START Records provided
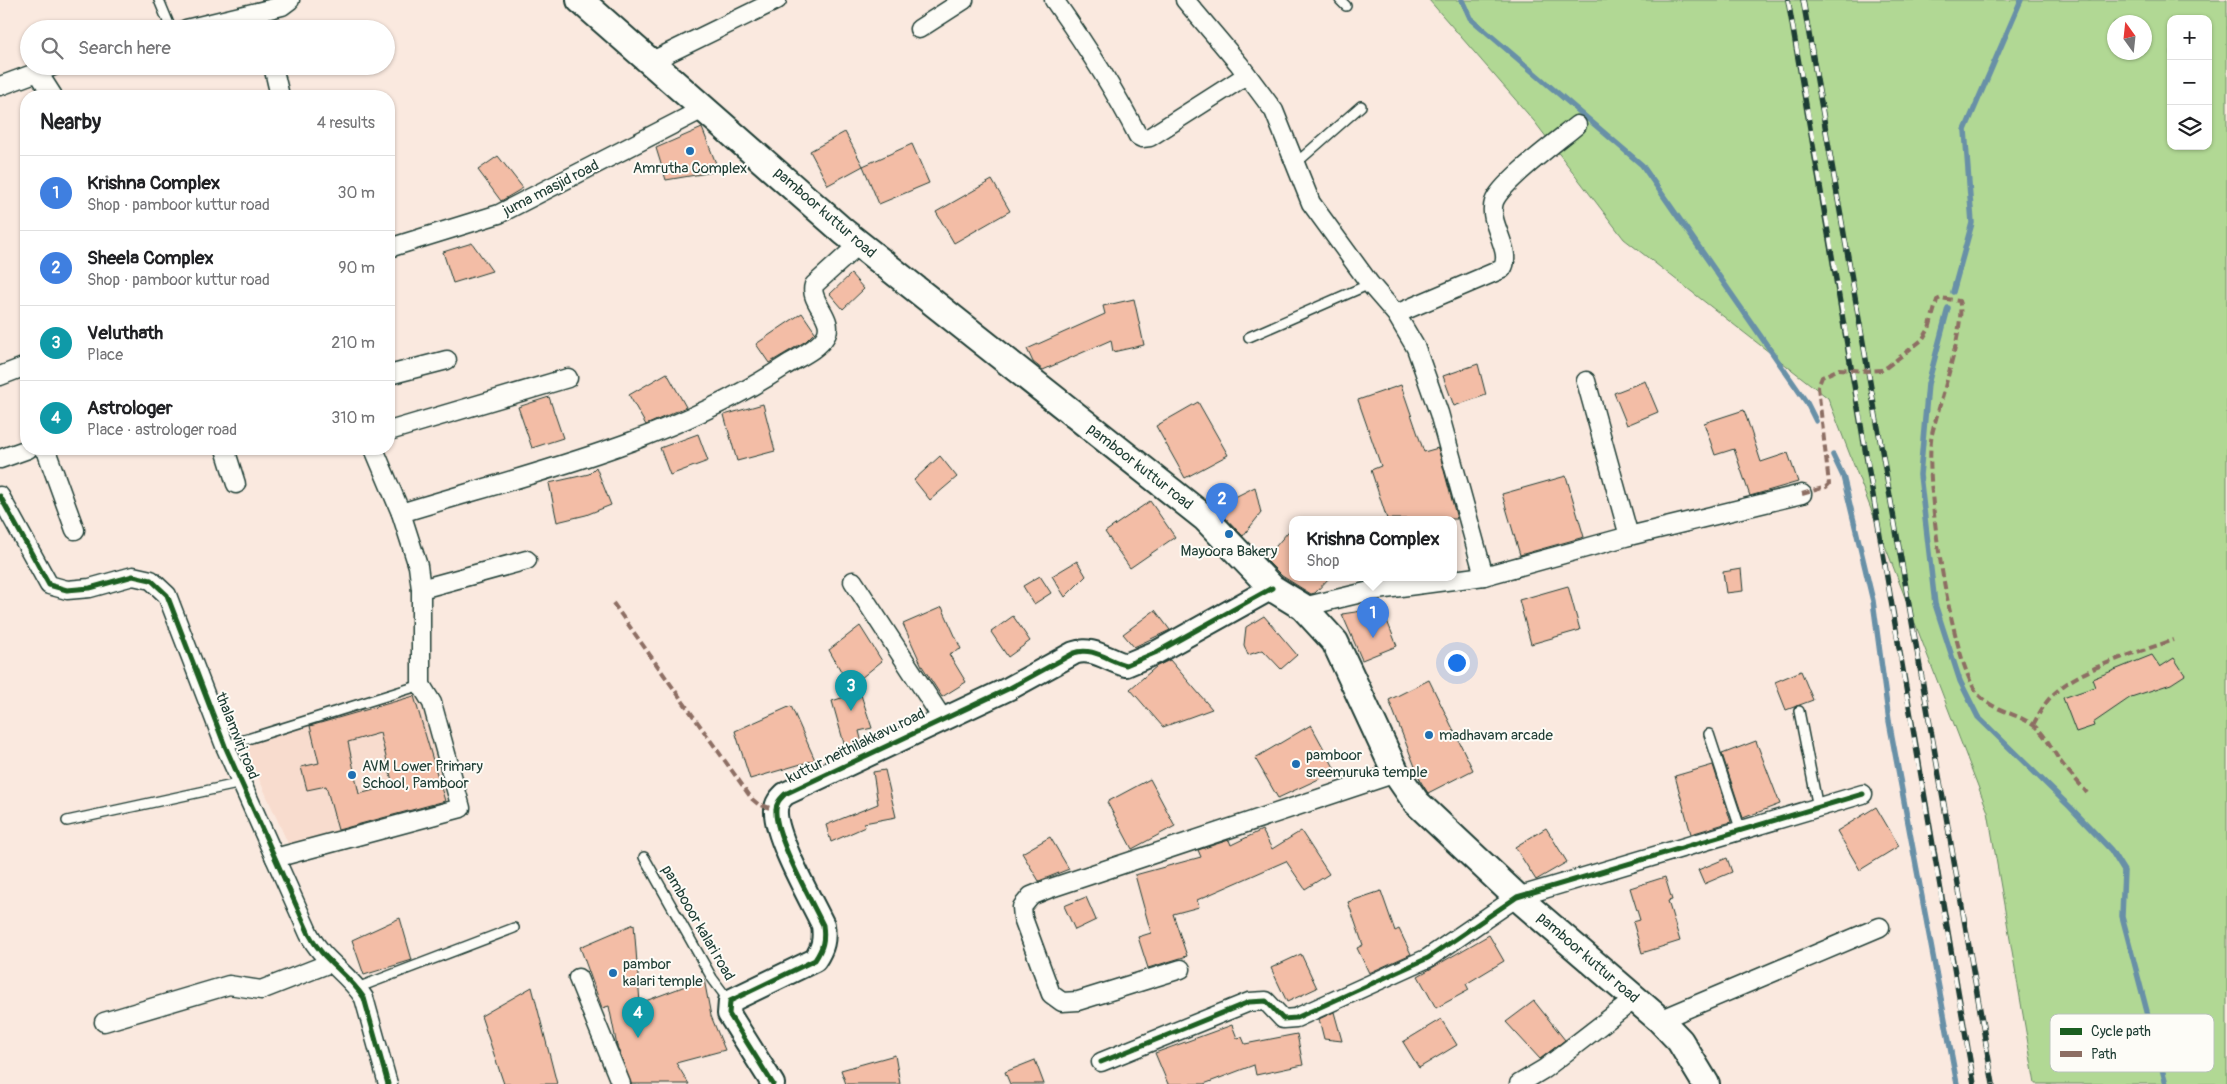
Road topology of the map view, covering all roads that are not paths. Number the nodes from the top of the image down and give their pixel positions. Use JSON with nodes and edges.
{"nodes":[{"id":1,"x":158,"y":0,"type":"edge"},
{"id":2,"x":290,"y":0,"type":"edge"},
{"id":3,"x":580,"y":0,"type":"edge"},
{"id":4,"x":777,"y":0,"type":"edge"},
{"id":5,"x":964,"y":0,"type":"edge"},
{"id":6,"x":1054,"y":0,"type":"edge"},
{"id":7,"x":1185,"y":0,"type":"edge"},
{"id":8,"x":167,"y":20,"type":"edge"},
{"id":9,"x":262,"y":20,"type":"edge"},
{"id":10,"x":919,"y":29,"type":"dead end"},
{"id":11,"x":650,"y":62,"type":"junction"},
{"id":12,"x":27,"y":75,"type":"edge"},
{"id":13,"x":40,"y":75,"type":"edge"},
{"id":14,"x":275,"y":75,"type":"edge"},
{"id":15,"x":1247,"y":75,"type":"junction"},
{"id":16,"x":0,"y":86,"type":"edge"},
{"id":17,"x":49,"y":90,"type":"edge"},
{"id":18,"x":279,"y":90,"type":"edge"},
{"id":19,"x":1361,"y":106,"type":"dead end"},
{"id":20,"x":704,"y":108,"type":"junction"},
{"id":21,"x":1577,"y":125,"type":"dead end"},
{"id":22,"x":1294,"y":164,"type":"junction"},
{"id":23,"x":859,"y":244,"type":"junction"},
{"id":24,"x":395,"y":246,"type":"edge"},
{"id":25,"x":1370,"y":284,"type":"junction"},
{"id":26,"x":1396,"y":314,"type":"junction"},
{"id":27,"x":1249,"y":337,"type":"dead end"},
{"id":28,"x":447,"y":360,"type":"dead end"},
{"id":29,"x":20,"y":368,"type":"edge"},
{"id":30,"x":395,"y":373,"type":"edge"},
{"id":31,"x":0,"y":376,"type":"edge"},
{"id":32,"x":568,"y":378,"type":"dead end"},
{"id":33,"x":1586,"y":381,"type":"dead end"},
{"id":34,"x":395,"y":429,"type":"edge"},
{"id":35,"x":20,"y":452,"type":"edge"},
{"id":36,"x":48,"y":455,"type":"edge"},
{"id":37,"x":227,"y":455,"type":"edge"},
{"id":38,"x":377,"y":455,"type":"edge"},
{"id":39,"x":0,"y":459,"type":"edge"},
{"id":40,"x":236,"y":484,"type":"dead end"},
{"id":41,"x":1802,"y":494,"type":"dead end"},
{"id":42,"x":0,"y":496,"type":"edge"},
{"id":43,"x":401,"y":513,"type":"junction"},
{"id":44,"x":75,"y":530,"type":"dead end"},
{"id":45,"x":1629,"y":536,"type":"junction"},
{"id":46,"x":527,"y":560,"type":"dead end"},
{"id":47,"x":1484,"y":576,"type":"junction"},
{"id":48,"x":1457,"y":580,"type":"edge"},
{"id":49,"x":853,"y":581,"type":"dead end"},
{"id":50,"x":1446,"y":581,"type":"edge"},
{"id":51,"x":1272,"y":588,"type":"junction"},
{"id":52,"x":421,"y":589,"type":"junction"},
{"id":53,"x":1303,"y":607,"type":"junction"},
{"id":54,"x":422,"y":685,"type":"junction"},
{"id":55,"x":1799,"y":711,"type":"dead end"},
{"id":56,"x":942,"y":718,"type":"junction"},
{"id":57,"x":1709,"y":734,"type":"dead end"},
{"id":58,"x":225,"y":746,"type":"junction"},
{"id":59,"x":1396,"y":773,"type":"junction"},
{"id":60,"x":242,"y":783,"type":"junction"},
{"id":61,"x":1863,"y":794,"type":"dead end"},
{"id":62,"x":1818,"y":808,"type":"junction"},
{"id":63,"x":67,"y":821,"type":"dead end"},
{"id":64,"x":1740,"y":831,"type":"junction"},
{"id":65,"x":644,"y":857,"type":"dead end"},
{"id":66,"x":275,"y":858,"type":"junction"},
{"id":67,"x":1517,"y":896,"type":"junction"},
{"id":68,"x":1880,"y":927,"type":"dead end"},
{"id":69,"x":514,"y":928,"type":"dead end"},
{"id":70,"x":330,"y":963,"type":"junction"},
{"id":71,"x":1181,"y":969,"type":"dead end"},
{"id":72,"x":578,"y":978,"type":"dead end"},
{"id":73,"x":357,"y":988,"type":"junction"},
{"id":74,"x":1636,"y":998,"type":"junction"},
{"id":75,"x":730,"y":1001,"type":"junction"},
{"id":76,"x":1660,"y":1020,"type":"junction"},
{"id":77,"x":104,"y":1022,"type":"dead end"},
{"id":78,"x":1101,"y":1062,"type":"dead end"},
{"id":79,"x":388,"y":1084,"type":"edge"},
{"id":80,"x":621,"y":1084,"type":"edge"},
{"id":81,"x":773,"y":1084,"type":"edge"},
{"id":82,"x":1519,"y":1084,"type":"edge"},
{"id":83,"x":1706,"y":1084,"type":"edge"}],
"edges":[{"from":1,"to":8,"type":"lane"},
{"from":2,"to":9,"type":"street"},
{"from":3,"to":11,"type":"main road","name":"pamboor kuttur road"},
{"from":4,"to":11,"type":"street"},
{"from":5,"to":10,"type":"street"},
{"from":6,"to":15,"type":"street"},
{"from":7,"to":15,"type":"street"},
{"from":11,"to":20,"type":"main road","name":"pamboor kuttur road"},
{"from":12,"to":16,"type":"street"},
{"from":13,"to":17,"type":"street"},
{"from":14,"to":18,"type":"street"},
{"from":15,"to":22,"type":"street"},
{"from":19,"to":22,"type":"lane"},
{"from":20,"to":23,"type":"main road","name":"pamboor kuttur road"},
{"from":20,"to":24,"type":"street","name":"juma masjid road"},
{"from":21,"to":26,"type":"street"},
{"from":22,"to":25,"type":"street"},
{"from":23,"to":43,"type":"street"},
{"from":23,"to":51,"type":"main road","name":"pamboor kuttur road"},
{"from":25,"to":26,"type":"street"},
{"from":25,"to":27,"type":"lane"},
{"from":26,"to":47,"type":"street"},
{"from":28,"to":30,"type":"street"},
{"from":29,"to":31,"type":"street"},
{"from":32,"to":34,"type":"street"},
{"from":33,"to":45,"type":"street"},
{"from":35,"to":39,"type":"street"},
{"from":36,"to":44,"type":"street"},
{"from":37,"to":40,"type":"street"},
{"from":38,"to":43,"type":"street"},
{"from":41,"to":45,"type":"street"},
{"from":42,"to":58,"type":"street","name":"thalamviri road"},
{"from":43,"to":52,"type":"street"},
{"from":45,"to":47,"type":"street"},
{"from":46,"to":52,"type":"street"},
{"from":47,"to":48,"type":"street"},
{"from":49,"to":56,"type":"street"},
{"from":50,"to":53,"type":"street"},
{"from":51,"to":53,"type":"main road","name":"pamboor kuttur road"},
{"from":51,"to":56,"type":"street","name":"kuttur neithilakkavu road"},
{"from":52,"to":54,"type":"street"},
{"from":53,"to":59,"type":"main road","name":"pamboor kuttur road"},
{"from":54,"to":58,"type":"lane"},
{"from":54,"to":66,"type":"street"},
{"from":55,"to":62,"type":"lane"},
{"from":56,"to":75,"type":"street","name":"kuttur neithilakkavu road"},
{"from":57,"to":64,"type":"lane"},
{"from":58,"to":60,"type":"street","name":"thalamviri road"},
{"from":59,"to":67,"type":"main road","name":"pamboor kuttur road"},
{"from":59,"to":71,"type":"street"},
{"from":60,"to":63,"type":"lane"},
{"from":60,"to":66,"type":"street","name":"thalamviri road"},
{"from":61,"to":62,"type":"street"},
{"from":62,"to":64,"type":"street"},
{"from":64,"to":67,"type":"street"},
{"from":65,"to":75,"type":"lane","name":"pambooor kalari road"},
{"from":66,"to":70,"type":"street","name":"thalamviri road"},
{"from":67,"to":74,"type":"main road","name":"pamboor kuttur road"},
{"from":67,"to":78,"type":"street"},
{"from":68,"to":76,"type":"street"},
{"from":69,"to":73,"type":"lane"},
{"from":70,"to":73,"type":"street","name":"thalamviri road"},
{"from":70,"to":77,"type":"street"},
{"from":72,"to":80,"type":"street"},
{"from":73,"to":79,"type":"street","name":"thalamviri road"},
{"from":74,"to":76,"type":"main road","name":"pamboor kuttur road"},
{"from":74,"to":82,"type":"street"},
{"from":75,"to":81,"type":"street"},
{"from":76,"to":83,"type":"main road","name":"pamboor kuttur road"}]}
END Records provided
> [Aim of the exercise] Among the lines above, which contain the word "pamboor"? Copy every one.

> [Task result]
{"from":3,"to":11,"type":"main road","name":"pamboor kuttur road"},
{"from":11,"to":20,"type":"main road","name":"pamboor kuttur road"},
{"from":20,"to":23,"type":"main road","name":"pamboor kuttur road"},
{"from":23,"to":51,"type":"main road","name":"pamboor kuttur road"},
{"from":51,"to":53,"type":"main road","name":"pamboor kuttur road"},
{"from":53,"to":59,"type":"main road","name":"pamboor kuttur road"},
{"from":59,"to":67,"type":"main road","name":"pamboor kuttur road"},
{"from":67,"to":74,"type":"main road","name":"pamboor kuttur road"},
{"from":74,"to":76,"type":"main road","name":"pamboor kuttur road"},
{"from":76,"to":83,"type":"main road","name":"pamboor kuttur road"}]}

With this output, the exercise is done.